The new eEye Zero-Day Tracker website on Tuesday listed seven zero-day vulnerabilities, six of which affect Microsoft software and one related to Adobe Systems' Acrobat. For each of the problems, eEye suggests steps people can take to protect against exploitation of the flaws.

"More zero-day security vulnerabilities and attacks are being discovered every day," Marc Maiffret, eEye's chief technology officer, said in a statement. "We've been overwhelmed by requests from our customers to give them the information and time they need to protect their networks."

Security monitoring companies Secunia and the French Security Incident Response Team, or FrSIRT, also track unpatched flaws. However, these companies don't offer a simple overview of all zero-days. Secunia lists them by product, for example.
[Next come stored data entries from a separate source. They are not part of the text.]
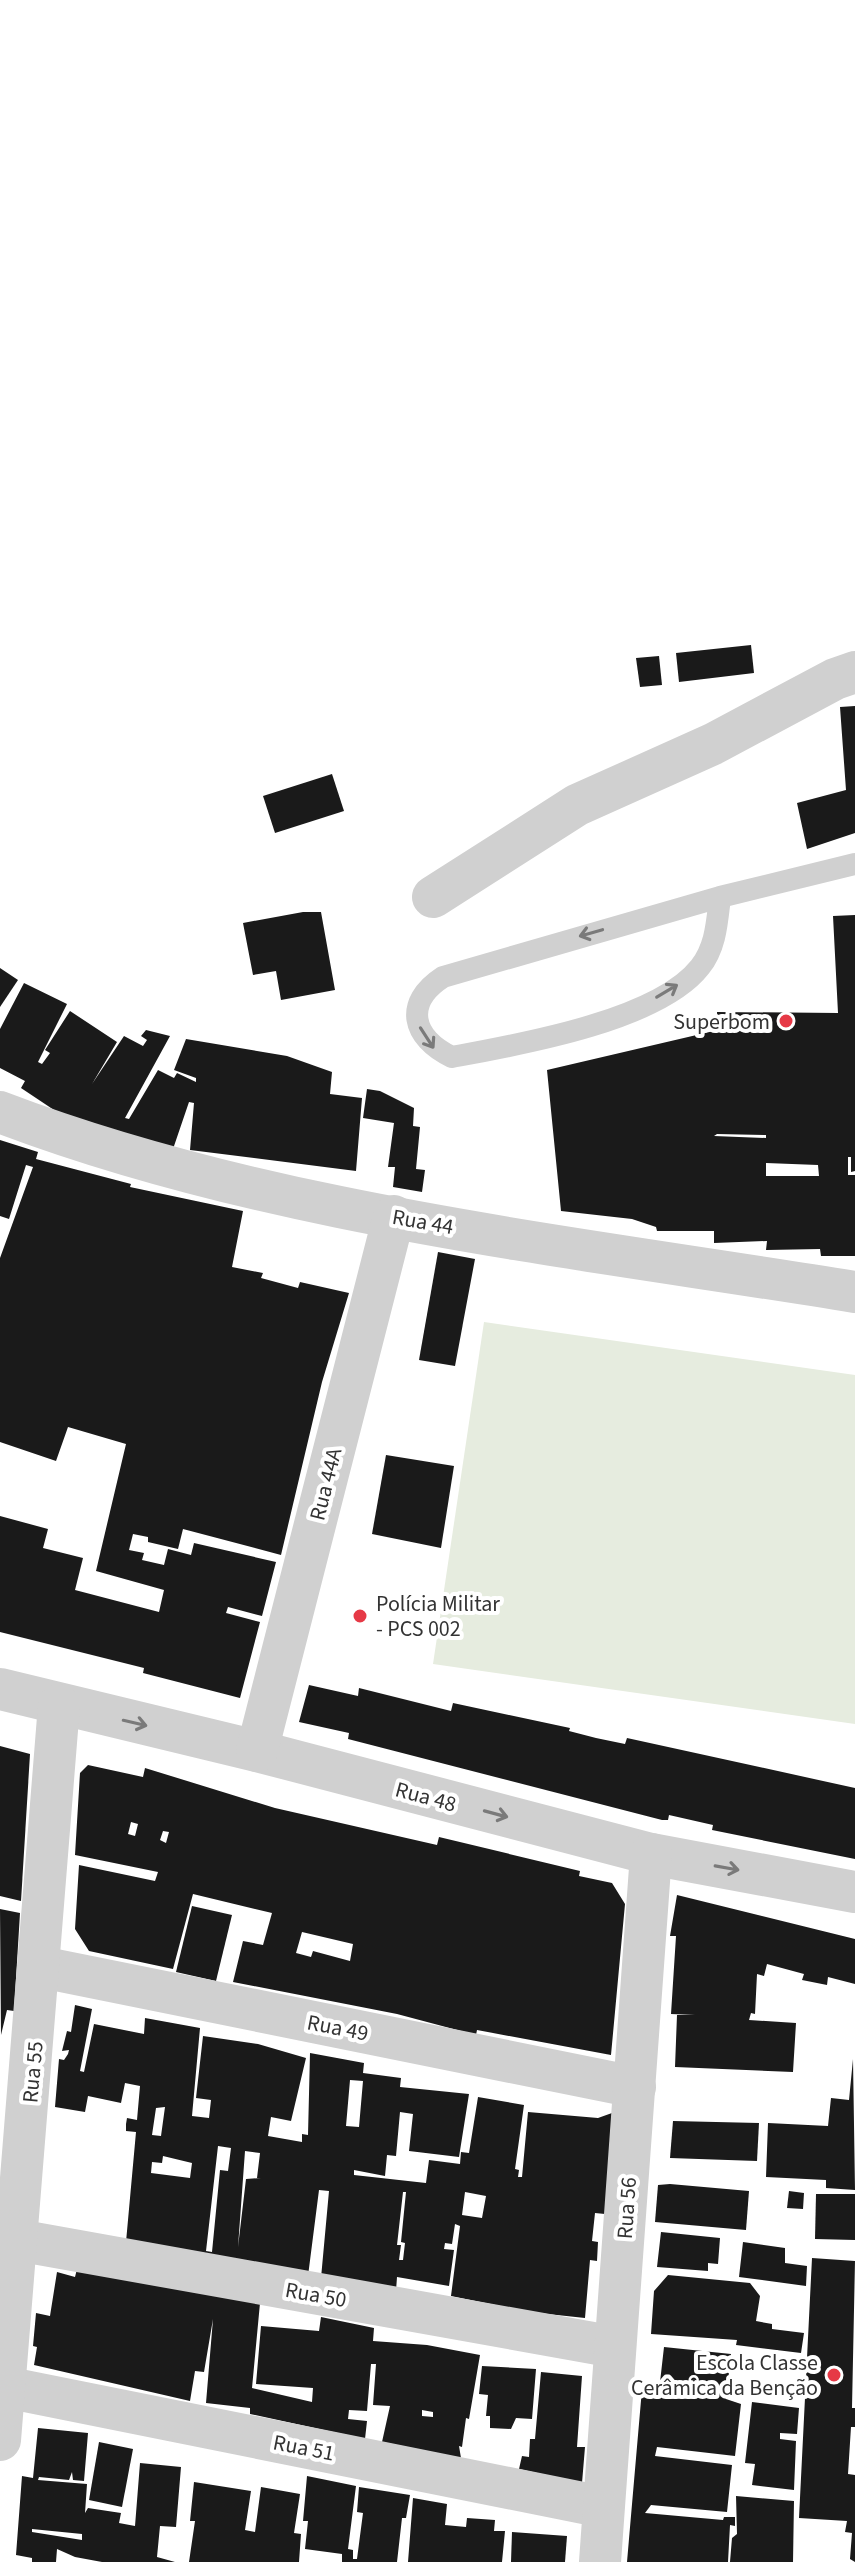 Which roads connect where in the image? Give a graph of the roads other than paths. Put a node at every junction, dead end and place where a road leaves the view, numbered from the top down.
1 (855, 672) edge
2 (855, 864) edge
3 (433, 897) dead end
4 (720, 897) junction
5 (0, 1112) edge
6 (394, 1216) junction
7 (855, 1292) edge
8 (0, 1689) edge
9 (59, 1705) junction
10 (257, 1751) junction
11 (651, 1854) junction
12 (855, 1892) edge
13 (41, 1967) junction
14 (635, 2087) junction
15 (17, 2240) junction
16 (615, 2347) junction
17 (5, 2387) junction
18 (0, 2440) edge
19 (603, 2507) junction
20 (600, 2562) edge

1 - 3 street
2 - 4 lane
4 -> 4 lane
5 - 6 street, Rua 44
6 - 7 street, Rua 44
6 - 10 street, Rua 44A
8 - 9 street, Rua 48
9 -> 10 street, Rua 48
9 - 13 street, Rua 55
10 -> 11 street, Rua 48
11 -> 12 street, Rua 48
11 - 14 street, Rua 56
13 - 14 street, Rua 49
13 - 15 street, Rua 55
14 - 16 street, Rua 56
15 - 16 street, Rua 50
15 - 17 street, Rua 55
16 - 19 street, Rua 56
17 - 18 street, Rua 55
17 - 19 street, Rua 51
19 - 20 street, Rua 56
There has been an apparent increase this year in the use of new, yet-to-be-patched flaws in targeted cyberattacks. Cybercrooks have found that they could take advantage of Microsoft's monthly patch cycle by timing new attacks right after the software maker releases its fixes.

Microsoft's patch day is on the second Tuesday of each month, and the company doesn't break its cycle unless an attack has a widespread impact. As a result, security experts have coined the term "Zero-day Wednesdays".

Flaws in Office applications especially seem to be favoured by the bad guys. Microsoft and security companies have repeatedly had to issue warnings this year about new, small-scale attacks that exploit yet-to-be-plugged security holes in applications such as Word, PowerPoint and Excel.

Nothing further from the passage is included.